Talal is a physician with UBMD Internal Medicine, where he directs a liver disease specialty practice.
Talal is principal investigator on a $7 million Patient-Centered Outcomes Research Institute (PCORI) award to study how innovations, such as telemedicine and partnering with opioid treatment programs, can effectively address HCV in people with substance use disorders.
HCV is a casualty of the national opioid epidemic: A majority of those who have it are substance users who share needles, many of whom are not aware that they are infected.

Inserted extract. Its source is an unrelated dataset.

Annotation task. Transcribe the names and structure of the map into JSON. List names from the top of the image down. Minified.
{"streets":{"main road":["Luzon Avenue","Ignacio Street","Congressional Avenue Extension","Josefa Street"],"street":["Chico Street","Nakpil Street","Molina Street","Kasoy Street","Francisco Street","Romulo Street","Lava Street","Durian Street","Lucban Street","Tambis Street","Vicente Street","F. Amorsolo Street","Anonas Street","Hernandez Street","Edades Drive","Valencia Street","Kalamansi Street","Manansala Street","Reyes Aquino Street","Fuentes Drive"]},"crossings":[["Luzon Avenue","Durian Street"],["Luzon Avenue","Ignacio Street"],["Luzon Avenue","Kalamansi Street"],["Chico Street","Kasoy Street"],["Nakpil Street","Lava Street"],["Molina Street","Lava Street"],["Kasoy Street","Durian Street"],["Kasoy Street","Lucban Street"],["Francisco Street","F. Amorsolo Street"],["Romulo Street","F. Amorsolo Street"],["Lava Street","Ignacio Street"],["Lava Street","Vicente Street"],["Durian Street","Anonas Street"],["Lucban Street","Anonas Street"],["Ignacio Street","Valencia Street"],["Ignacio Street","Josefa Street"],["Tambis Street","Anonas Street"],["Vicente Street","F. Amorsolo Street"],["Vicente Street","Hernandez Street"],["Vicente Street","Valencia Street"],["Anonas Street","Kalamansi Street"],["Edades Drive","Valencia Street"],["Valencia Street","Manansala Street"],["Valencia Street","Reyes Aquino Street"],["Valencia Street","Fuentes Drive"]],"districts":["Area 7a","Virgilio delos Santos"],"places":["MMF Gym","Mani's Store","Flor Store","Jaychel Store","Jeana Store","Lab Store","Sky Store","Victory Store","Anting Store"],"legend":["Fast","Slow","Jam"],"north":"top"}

The purpose of the UB research is to find more effective ways to treat these individuals who are at very high risk of developing HCV but are especially difficult to treat in conventional health care settings. The integration of “virtual management” of HCV treatment with opioid treatment through telemedicine is seen as a way to reach and treat this vulnerable population.
So far, seven opioid treatment programs of the Coalition of Medication-Assisted Treatment Providers and Advocates of New York State (COMPA) are participating in the UB study, which integrates treating substance abuse with HCV treatment. COMPA leaders have noted they are proud to be involved in the study and are hopeful that, if proven successful with HCV, telemedicine might be a useful approach to treating other diseases where patients face similar challenges.
In response to the increased incidence of HCV infection locally, Talal and his colleagues in the Jacobs School recently initiated a rigorous screening program at four emergency departments at Kaleida Health hospitals, a health care system partner of the Jacobs School. The program provides screening for all individuals ages 13 to 73 who come to the emergency department for any reason; it goes beyond the USPSTF recommendations to initiate screening at age 18.
Once a diagnosis is made and patients are linked to care, treatment results in a more than 95% cure rate after 8-12 weeks of treatment in most individuals, with minimal serious adverse events.
“Viral elimination is associated with decreased mortality, both from liver diseases and other causes, and from cirrhosis and hepatocellular carcinoma,” Talal explains. “This has encouraged many state governments, as well as the federal government, to set the elimination of HCV as a worthwhile and feasible goal.”
He notes that the new guidelines are a critical step toward fully addressing the HCV epidemic.
“The keys to eliminating HCV are boosting screening, increasing awareness among clinicians and patients, and finally, linking those diagnosed to care,” he says. “We now have all the tools needed to eliminate this deadly infection. The new recommendation is an extremely important step on that road.”